Current Date: Fri, 07 Mar 2014 19:04:13 -0500
A pitching duel in the fifth game of the Fall World Series on Saturday between North Carolina juniors Kent Emanuel and Hobbs Johnson showed off one of UNC’s greatest assets going into the 2013 season.
Emanuel, who was the Tar Heels’ first starter in the rotation in 2012, had a solid outing Saturday, striking out five batters and giving up just four hits in five innings.
Johnson gave up four hits, two earned runs and three walks in seven innings. He also struck out three batters.
“(Emanuel and Johnson) are two of the top guys in the ACC,” senior outfielder Chaz Frank said. “They’re tough guys to hit, and you saw it today.”
Pitching coach Scott Forbes also liked what he saw out of his starting pitchers.
“Kent’s command obviously sticks out,” he said. “Hobbs has got some deception. He’s got a delivery where you can’t see (the ball) until right when he releases it.”
Emanuel complimented Johnson’s play, making note of his typically low opponent batting average last year.
After relievers replaced the starters, the crowd got a glimpse of another aspect of UNC’s pitching strength — the bullpen.
“We’re going to have a very deep bullpen,” Frank said. “Coach keeps saying he doesn’t know if there’s ever been a more talented and deep bullpen here in a long time.”
Forbes echoed Frank’s sentiments, saying the team has a good group of returning starters as well as power from the bullpen — a point of pride for the Tar Heels.
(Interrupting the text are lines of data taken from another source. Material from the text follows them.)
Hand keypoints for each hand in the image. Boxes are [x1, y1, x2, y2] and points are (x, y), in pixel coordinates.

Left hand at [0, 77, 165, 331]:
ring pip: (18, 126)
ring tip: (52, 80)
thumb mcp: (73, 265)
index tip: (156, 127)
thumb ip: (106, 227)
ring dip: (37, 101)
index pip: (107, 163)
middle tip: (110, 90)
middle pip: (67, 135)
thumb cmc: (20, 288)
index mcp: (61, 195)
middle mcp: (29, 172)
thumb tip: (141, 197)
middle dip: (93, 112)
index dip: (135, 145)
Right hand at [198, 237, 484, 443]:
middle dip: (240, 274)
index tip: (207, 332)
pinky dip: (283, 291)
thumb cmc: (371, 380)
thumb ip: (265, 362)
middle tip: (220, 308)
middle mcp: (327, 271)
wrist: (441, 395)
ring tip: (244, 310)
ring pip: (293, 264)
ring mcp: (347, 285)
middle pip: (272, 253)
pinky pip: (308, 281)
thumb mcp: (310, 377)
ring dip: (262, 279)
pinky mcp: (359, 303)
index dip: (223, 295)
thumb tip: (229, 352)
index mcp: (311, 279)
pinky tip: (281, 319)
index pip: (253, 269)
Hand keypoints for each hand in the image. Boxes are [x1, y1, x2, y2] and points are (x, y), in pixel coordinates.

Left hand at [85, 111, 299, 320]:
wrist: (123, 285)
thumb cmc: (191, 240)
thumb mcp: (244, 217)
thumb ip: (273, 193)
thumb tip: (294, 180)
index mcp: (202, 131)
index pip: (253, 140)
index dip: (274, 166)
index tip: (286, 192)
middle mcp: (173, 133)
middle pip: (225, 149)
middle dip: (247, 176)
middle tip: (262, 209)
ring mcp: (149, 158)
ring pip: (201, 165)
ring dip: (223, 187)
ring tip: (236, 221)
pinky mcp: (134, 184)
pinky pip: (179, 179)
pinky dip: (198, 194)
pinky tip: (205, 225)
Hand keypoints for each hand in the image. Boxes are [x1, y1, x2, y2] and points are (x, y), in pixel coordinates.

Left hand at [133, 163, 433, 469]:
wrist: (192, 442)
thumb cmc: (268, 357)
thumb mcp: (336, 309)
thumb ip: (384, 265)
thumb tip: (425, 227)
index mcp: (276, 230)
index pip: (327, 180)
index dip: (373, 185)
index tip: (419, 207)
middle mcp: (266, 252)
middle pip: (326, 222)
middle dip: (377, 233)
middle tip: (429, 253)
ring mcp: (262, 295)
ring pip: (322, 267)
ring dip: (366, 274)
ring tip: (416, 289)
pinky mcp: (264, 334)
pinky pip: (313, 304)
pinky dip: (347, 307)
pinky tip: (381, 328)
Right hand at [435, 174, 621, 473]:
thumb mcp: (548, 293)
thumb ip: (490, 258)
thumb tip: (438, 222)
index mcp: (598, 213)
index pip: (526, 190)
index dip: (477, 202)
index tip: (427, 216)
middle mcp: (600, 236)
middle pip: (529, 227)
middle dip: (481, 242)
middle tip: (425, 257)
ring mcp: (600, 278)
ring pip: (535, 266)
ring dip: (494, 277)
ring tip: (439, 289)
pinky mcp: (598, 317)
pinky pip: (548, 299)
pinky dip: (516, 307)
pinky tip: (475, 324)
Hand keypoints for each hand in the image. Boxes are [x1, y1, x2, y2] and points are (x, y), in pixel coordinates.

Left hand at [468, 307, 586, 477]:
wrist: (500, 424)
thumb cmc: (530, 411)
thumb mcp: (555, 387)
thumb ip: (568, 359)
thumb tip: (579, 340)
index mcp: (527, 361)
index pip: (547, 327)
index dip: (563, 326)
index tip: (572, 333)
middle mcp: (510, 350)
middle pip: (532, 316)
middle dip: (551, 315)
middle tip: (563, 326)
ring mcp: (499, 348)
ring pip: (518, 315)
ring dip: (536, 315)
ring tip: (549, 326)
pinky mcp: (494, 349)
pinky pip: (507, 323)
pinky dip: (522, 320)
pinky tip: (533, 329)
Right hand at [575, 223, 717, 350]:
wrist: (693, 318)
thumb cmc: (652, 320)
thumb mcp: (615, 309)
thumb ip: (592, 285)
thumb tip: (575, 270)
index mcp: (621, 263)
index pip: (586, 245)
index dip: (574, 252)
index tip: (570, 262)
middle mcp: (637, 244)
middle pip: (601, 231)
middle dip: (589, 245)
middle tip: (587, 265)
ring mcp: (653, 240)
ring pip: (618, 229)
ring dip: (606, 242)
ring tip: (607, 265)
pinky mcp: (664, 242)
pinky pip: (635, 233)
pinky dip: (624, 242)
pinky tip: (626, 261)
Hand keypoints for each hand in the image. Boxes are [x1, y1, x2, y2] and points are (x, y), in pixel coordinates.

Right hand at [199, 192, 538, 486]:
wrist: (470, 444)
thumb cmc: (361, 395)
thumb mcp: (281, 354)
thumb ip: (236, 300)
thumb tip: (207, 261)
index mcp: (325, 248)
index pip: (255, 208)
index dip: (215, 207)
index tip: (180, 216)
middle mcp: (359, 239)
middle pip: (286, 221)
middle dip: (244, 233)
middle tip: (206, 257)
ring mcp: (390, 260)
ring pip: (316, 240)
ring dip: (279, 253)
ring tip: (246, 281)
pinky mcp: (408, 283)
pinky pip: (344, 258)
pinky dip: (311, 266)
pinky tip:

The solid bullpen will likely come in handy during the long baseball season, but UNC is looking to Emanuel and Johnson to lead the charge as the starters.
While both pitchers had strong outings, they know there’s room to improve.
“This fall, I’ve been working on throwing at all different counts,” Emanuel said. “I threw a lot more fastballs and didn’t mix it up as much in the Fall World Series.”
Johnson said he wanted to work on his location as well as eliminating the running game for the opposing team.
Going into their third year in the UNC program, the two starters have steadily improved. As an upperclassman, Frank has seen the maturation of these junior lefties during their time on the mound.
“Ever since Kent’s been here, he’s had that confidence and swagger about him,” he said. “When (Hobbs) first got here, he had some steps to take to be the pitcher he is now. He commands his fastball and also developed some off-speed stuff.”